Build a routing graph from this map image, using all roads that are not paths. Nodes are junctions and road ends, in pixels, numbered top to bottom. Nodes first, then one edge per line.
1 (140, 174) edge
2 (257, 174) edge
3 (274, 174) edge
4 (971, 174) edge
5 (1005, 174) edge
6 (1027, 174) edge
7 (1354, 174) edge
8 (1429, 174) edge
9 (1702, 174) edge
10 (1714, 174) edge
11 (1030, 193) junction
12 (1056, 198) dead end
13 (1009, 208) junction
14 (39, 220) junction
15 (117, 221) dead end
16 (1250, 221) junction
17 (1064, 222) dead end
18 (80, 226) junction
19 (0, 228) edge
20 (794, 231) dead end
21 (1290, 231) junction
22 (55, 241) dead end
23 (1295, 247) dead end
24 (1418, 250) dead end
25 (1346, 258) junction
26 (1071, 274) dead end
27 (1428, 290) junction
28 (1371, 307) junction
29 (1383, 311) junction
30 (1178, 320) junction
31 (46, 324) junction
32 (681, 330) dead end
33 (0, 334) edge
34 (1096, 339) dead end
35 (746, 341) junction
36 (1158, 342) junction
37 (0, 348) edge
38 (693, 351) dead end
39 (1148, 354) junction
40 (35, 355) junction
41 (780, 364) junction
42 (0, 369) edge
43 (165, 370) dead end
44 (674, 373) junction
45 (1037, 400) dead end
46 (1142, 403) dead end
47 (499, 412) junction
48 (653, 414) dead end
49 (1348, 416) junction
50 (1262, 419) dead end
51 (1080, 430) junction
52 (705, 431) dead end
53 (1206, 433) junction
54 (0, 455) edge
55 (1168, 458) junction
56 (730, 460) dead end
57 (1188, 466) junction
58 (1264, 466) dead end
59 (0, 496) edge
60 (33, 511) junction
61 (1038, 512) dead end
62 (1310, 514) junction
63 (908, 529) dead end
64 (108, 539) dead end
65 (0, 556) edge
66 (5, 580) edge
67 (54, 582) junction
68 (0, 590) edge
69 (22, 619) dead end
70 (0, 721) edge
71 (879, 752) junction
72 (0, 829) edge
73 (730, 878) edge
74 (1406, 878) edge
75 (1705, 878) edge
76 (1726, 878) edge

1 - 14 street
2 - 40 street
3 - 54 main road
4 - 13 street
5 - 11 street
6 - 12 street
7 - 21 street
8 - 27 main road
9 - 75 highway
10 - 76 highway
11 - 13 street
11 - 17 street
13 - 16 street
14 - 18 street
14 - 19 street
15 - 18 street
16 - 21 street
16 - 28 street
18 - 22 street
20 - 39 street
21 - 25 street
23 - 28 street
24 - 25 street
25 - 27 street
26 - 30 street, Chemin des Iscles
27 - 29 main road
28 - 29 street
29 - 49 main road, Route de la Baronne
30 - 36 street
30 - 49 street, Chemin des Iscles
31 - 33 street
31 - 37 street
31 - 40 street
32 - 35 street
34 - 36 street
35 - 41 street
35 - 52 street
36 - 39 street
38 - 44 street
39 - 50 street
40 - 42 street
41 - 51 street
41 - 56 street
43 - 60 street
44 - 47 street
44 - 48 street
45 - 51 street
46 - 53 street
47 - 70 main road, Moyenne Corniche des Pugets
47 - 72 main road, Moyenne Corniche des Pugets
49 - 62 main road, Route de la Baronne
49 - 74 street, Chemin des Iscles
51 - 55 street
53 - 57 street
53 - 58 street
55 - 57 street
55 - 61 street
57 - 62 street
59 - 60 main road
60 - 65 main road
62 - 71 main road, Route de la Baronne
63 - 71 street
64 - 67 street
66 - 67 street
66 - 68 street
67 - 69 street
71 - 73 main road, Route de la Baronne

::::::::::

» EXERCISE REQUIREMENTS:
Line by line, retype all of the entries.

» ANSWER TO THE EXERCISE:
Build a routing graph from this map image, using all roads that are not paths. Nodes are junctions and road ends, in pixels, numbered top to bottom. Nodes first, then one edge per line.
1 (140, 174) edge
2 (257, 174) edge
3 (274, 174) edge
4 (971, 174) edge
5 (1005, 174) edge
6 (1027, 174) edge
7 (1354, 174) edge
8 (1429, 174) edge
9 (1702, 174) edge
10 (1714, 174) edge
11 (1030, 193) junction
12 (1056, 198) dead end
13 (1009, 208) junction
14 (39, 220) junction
15 (117, 221) dead end
16 (1250, 221) junction
17 (1064, 222) dead end
18 (80, 226) junction
19 (0, 228) edge
20 (794, 231) dead end
21 (1290, 231) junction
22 (55, 241) dead end
23 (1295, 247) dead end
24 (1418, 250) dead end
25 (1346, 258) junction
26 (1071, 274) dead end
27 (1428, 290) junction
28 (1371, 307) junction
29 (1383, 311) junction
30 (1178, 320) junction
31 (46, 324) junction
32 (681, 330) dead end
33 (0, 334) edge
34 (1096, 339) dead end
35 (746, 341) junction
36 (1158, 342) junction
37 (0, 348) edge
38 (693, 351) dead end
39 (1148, 354) junction
40 (35, 355) junction
41 (780, 364) junction
42 (0, 369) edge
43 (165, 370) dead end
44 (674, 373) junction
45 (1037, 400) dead end
46 (1142, 403) dead end
47 (499, 412) junction
48 (653, 414) dead end
49 (1348, 416) junction
50 (1262, 419) dead end
51 (1080, 430) junction
52 (705, 431) dead end
53 (1206, 433) junction
54 (0, 455) edge
55 (1168, 458) junction
56 (730, 460) dead end
57 (1188, 466) junction
58 (1264, 466) dead end
59 (0, 496) edge
60 (33, 511) junction
61 (1038, 512) dead end
62 (1310, 514) junction
63 (908, 529) dead end
64 (108, 539) dead end
65 (0, 556) edge
66 (5, 580) edge
67 (54, 582) junction
68 (0, 590) edge
69 (22, 619) dead end
70 (0, 721) edge
71 (879, 752) junction
72 (0, 829) edge
73 (730, 878) edge
74 (1406, 878) edge
75 (1705, 878) edge
76 (1726, 878) edge

1 - 14 street
2 - 40 street
3 - 54 main road
4 - 13 street
5 - 11 street
6 - 12 street
7 - 21 street
8 - 27 main road
9 - 75 highway
10 - 76 highway
11 - 13 street
11 - 17 street
13 - 16 street
14 - 18 street
14 - 19 street
15 - 18 street
16 - 21 street
16 - 28 street
18 - 22 street
20 - 39 street
21 - 25 street
23 - 28 street
24 - 25 street
25 - 27 street
26 - 30 street, Chemin des Iscles
27 - 29 main road
28 - 29 street
29 - 49 main road, Route de la Baronne
30 - 36 street
30 - 49 street, Chemin des Iscles
31 - 33 street
31 - 37 street
31 - 40 street
32 - 35 street
34 - 36 street
35 - 41 street
35 - 52 street
36 - 39 street
38 - 44 street
39 - 50 street
40 - 42 street
41 - 51 street
41 - 56 street
43 - 60 street
44 - 47 street
44 - 48 street
45 - 51 street
46 - 53 street
47 - 70 main road, Moyenne Corniche des Pugets
47 - 72 main road, Moyenne Corniche des Pugets
49 - 62 main road, Route de la Baronne
49 - 74 street, Chemin des Iscles
51 - 55 street
53 - 57 street
53 - 58 street
55 - 57 street
55 - 61 street
57 - 62 street
59 - 60 main road
60 - 65 main road
62 - 71 main road, Route de la Baronne
63 - 71 street
64 - 67 street
66 - 67 street
66 - 68 street
67 - 69 street
71 - 73 main road, Route de la Baronne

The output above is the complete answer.